De tels récits ne sont pas rares à Adré. Les gens ont été témoins de meurtres systématiques et de viols perpétrés sous leurs yeux, les victimes étant trop souvent des membres de leur propre famille. Ici, les horribles absurdités de la guerre sont dévoilées au grand jour : deux camps se disputent le pouvoir au Soudan, avec pour conséquences des millions de vies innocentes brisées, des familles séparées et une véritable catastrophe humanitaire.

Rares sont les personnes comme Sijood et Rehab qui ont trouvé un emploi du côté tchadien. Toutefois, plusieurs individus trouvent des moyens improvisés pour gagner un peu d’argent, même si les perspectives économiques sont minimes. La plupart des 500 000 personnes déplacées dépendent donc d’une aide humanitaire insuffisante, de leurs propres mécanismes d’adaptation et de stratégies de survie temporaires.

De toute façon, si vous vous retrouviez ici, que vous resterait-il d’autre? Quelles seraient véritablement vos options dans un endroit comme le camp de transit d’Adré?

Est-ce que vous feriez le grand saut en quittant le camp, dans l’espoir de commencer une vie dans un nouveau pays, en espérant y trouver la paix et des opportunités?  Mais pour faire le grand saut, vous avez besoin d’argent et de force, deux choses dont vous ne disposez pas actuellement. Vous êtes pauvre et épuisé.

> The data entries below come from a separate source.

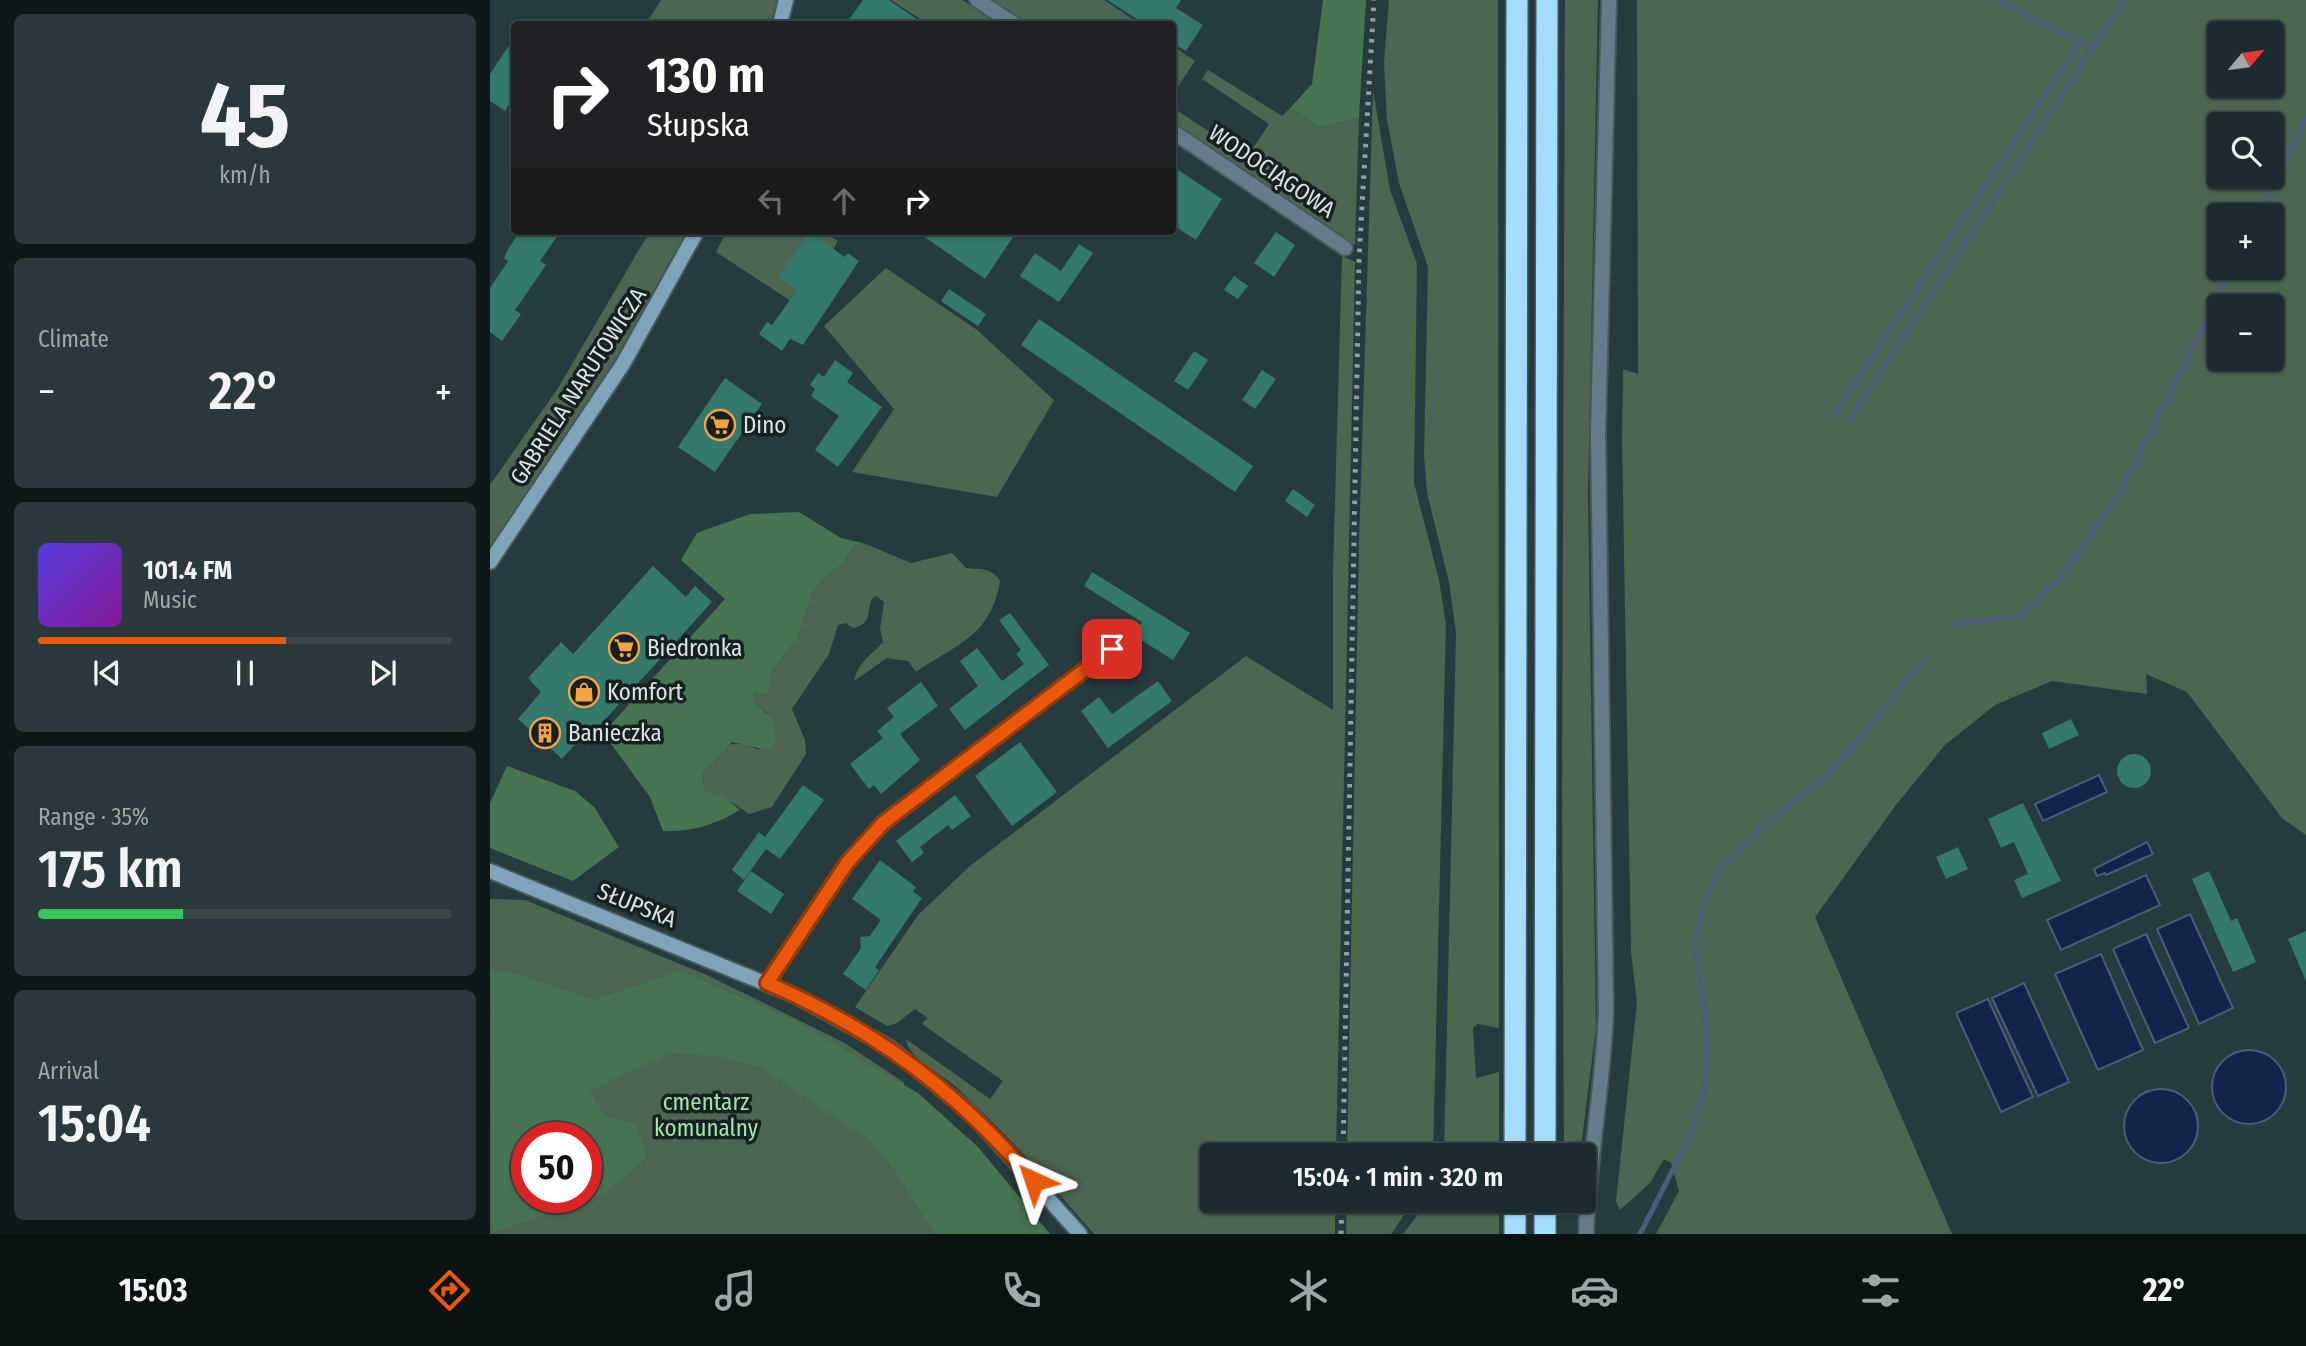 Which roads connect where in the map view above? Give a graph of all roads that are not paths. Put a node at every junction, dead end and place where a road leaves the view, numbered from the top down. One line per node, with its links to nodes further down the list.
1 (786, 0): 6 (main road)
2 (977, 0): 7 (street)
3 (1517, 0): 15 (highway)
4 (1547, 0): 16 (highway)
5 (1609, 0): 22 (street)
6 (781, 21)
7 (1009, 21)
8 (1176, 134): 10 (street, WODOCIĄGOWA)
9 (695, 235): 11 (main road, GABRIELA NARUTOWICZA)
10 (1345, 248)
11 (490, 562)
12 (1112, 649): 14 (street)
13 (490, 871): 14 (main road, SŁUPSKA)
14 (767, 983): 19 (main road, SŁUPSKA)
15 (1515, 1143)
16 (1545, 1143)
17 (1515, 1213): 20 (highway)
18 (1545, 1213): 21 (highway)
19 (1080, 1234)
20 (1515, 1234)
21 (1545, 1234)
22 (1586, 1234)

Est-ce que vous resteriez à Adré? Et accepteriez-vous le sort de la vie dans le camp? Mais ici, il pleut à l’intérieur de votre abri et il n’y a pas d’école pour vos enfants.

Est-ce que vous tenteriez de retourner au Soudan, le pays bien-aimé que vous avez perdu? Une idée attrayante, mais tellement de vos proches y ont trouvé la mort… Y retourner sans perdre un autre membre de la famille ne serait rien de moins qu’un miracle.

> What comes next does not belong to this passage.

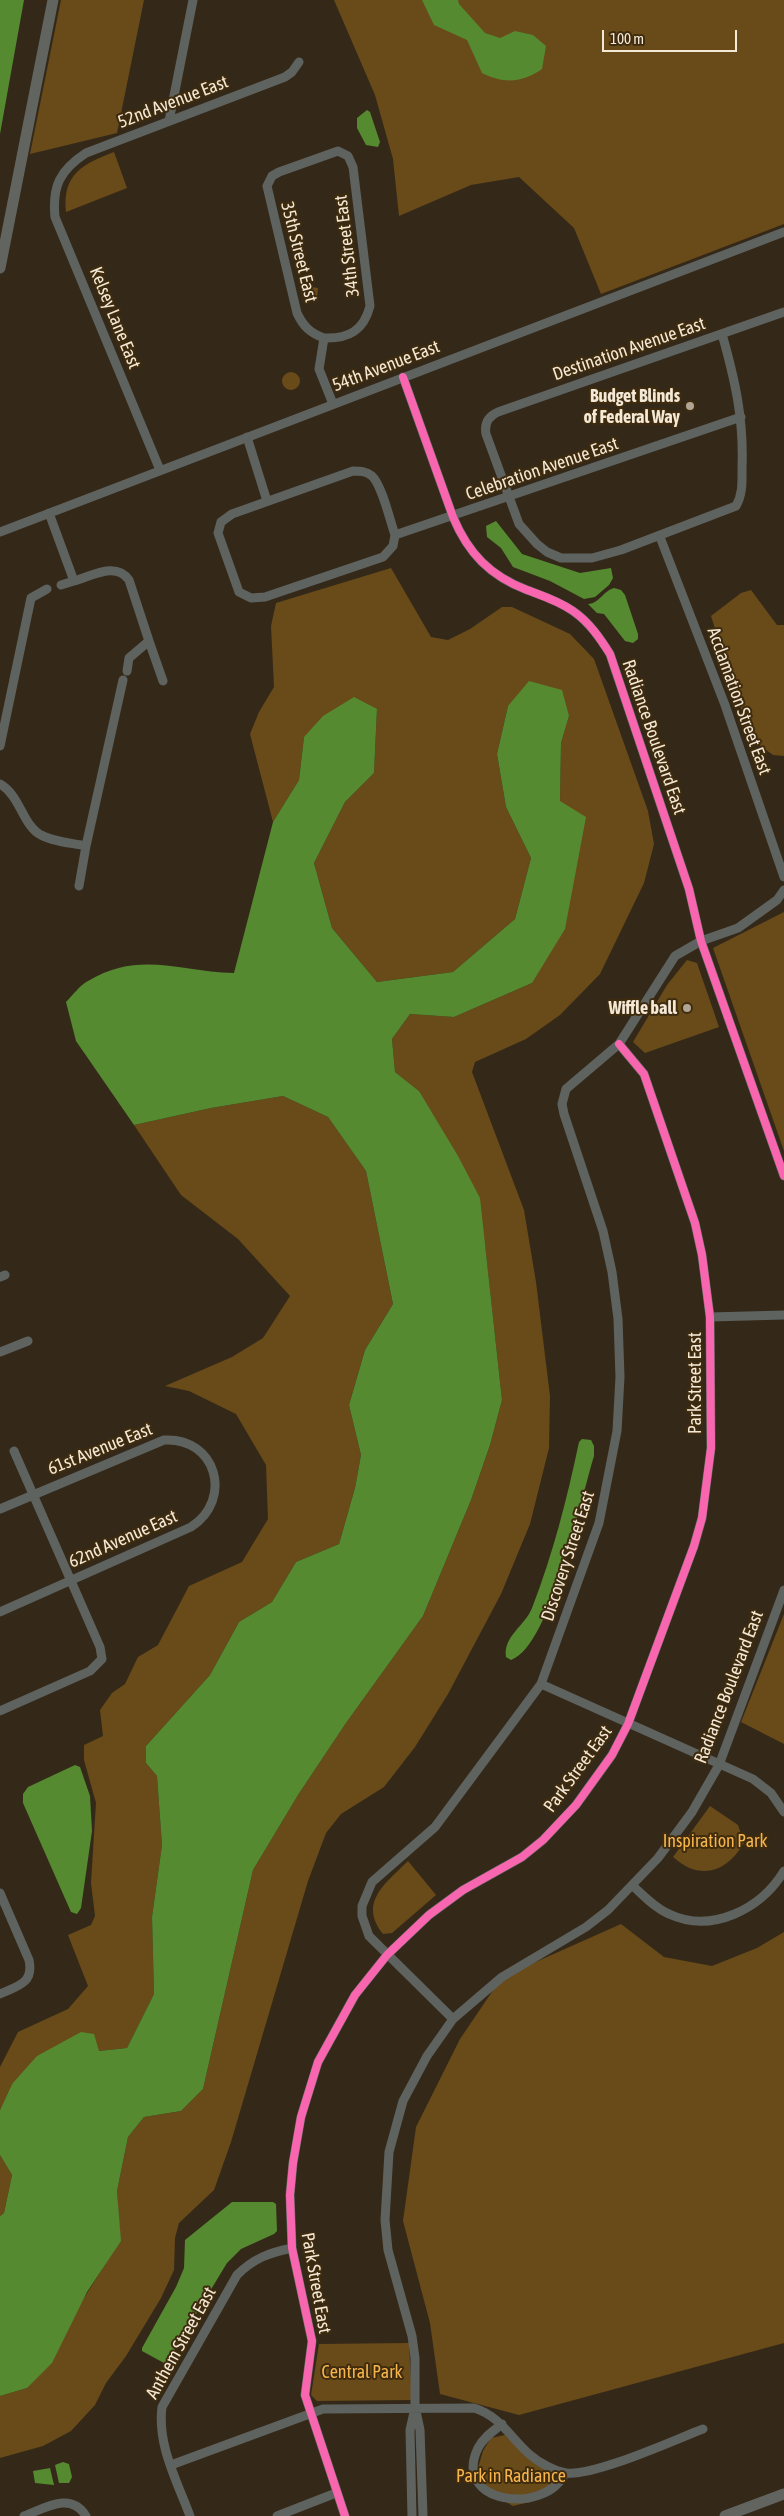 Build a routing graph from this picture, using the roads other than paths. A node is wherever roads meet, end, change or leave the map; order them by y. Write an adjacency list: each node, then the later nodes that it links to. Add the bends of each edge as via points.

Le chaos vit donc, dans un endroit comme celui-ci. Il vit dans la honte qui consume une mère dont la seule option pour éviter de voir ses enfants mourir de faim est de les nourrir avec des insectes et de l’herbe. Il vit dans la douloureuse réalité d’un orphelin qui doit trouver les moyens de survivre tout en faisant face au traumatisme de la guerre. Il vit dans le néant qui submerge un jeune homme aux jambes criblées de balles, confiné à sa tente toute la journée, complètement incapable de bouger. Il vit ici même, dans l’absurdité de tous ces endroits appelés camps de « transit », remplis d’individus parfaitement conscients que le « temporaire » pourrait durer toute une vie.

Clinique de MSF dans le camp de personnes déplacées d’Adré. Tchad, 2023. © Annie Thibault/MSF

Et pourtant, les personnes telles que Sijood et Rehab illustrent bien que la solidarité existe ici également. Avec un courage sans pareil, ces deux jeunes femmes ont retroussé leurs manches pour soutenir les autres dans les moments difficiles. Elles nous rappellent que lorsque l’humanité est confrontée à de telles calamités, le soutien que nous pouvons nous apporter les uns aux autres est tout ce qu’il nous reste.

« Par la volonté de Dieu, je continuerai. Je souhaite à la communauté ici une vie meilleure que celle-ci. Que chaque personne puisse vivre dans un endroit sûr et trouver ce dont elle a besoin afin de rendre sa vie meilleure qu’aujourd’hui. »

Il est impératif que la communauté internationale se montre à la hauteur de la solidarité et du soutien que nous voyons sur place. Comme Sijood et Rehab, tous ceux et celles qui le peuvent doivent s’acquitter de leur devoir, maintenant. Avec un soutien adéquat pour fournir l’assistance humanitaire nécessaire pour répondre aux besoins de base des gens réfugiés de l’est du Tchad, la vie de centaines de milliers de personnes pourrait être considérablement améliorée, et leurs douleurs pourraient être grandement apaisées. Et ce serait, sans aucun doute, le minimum qu’elles méritent.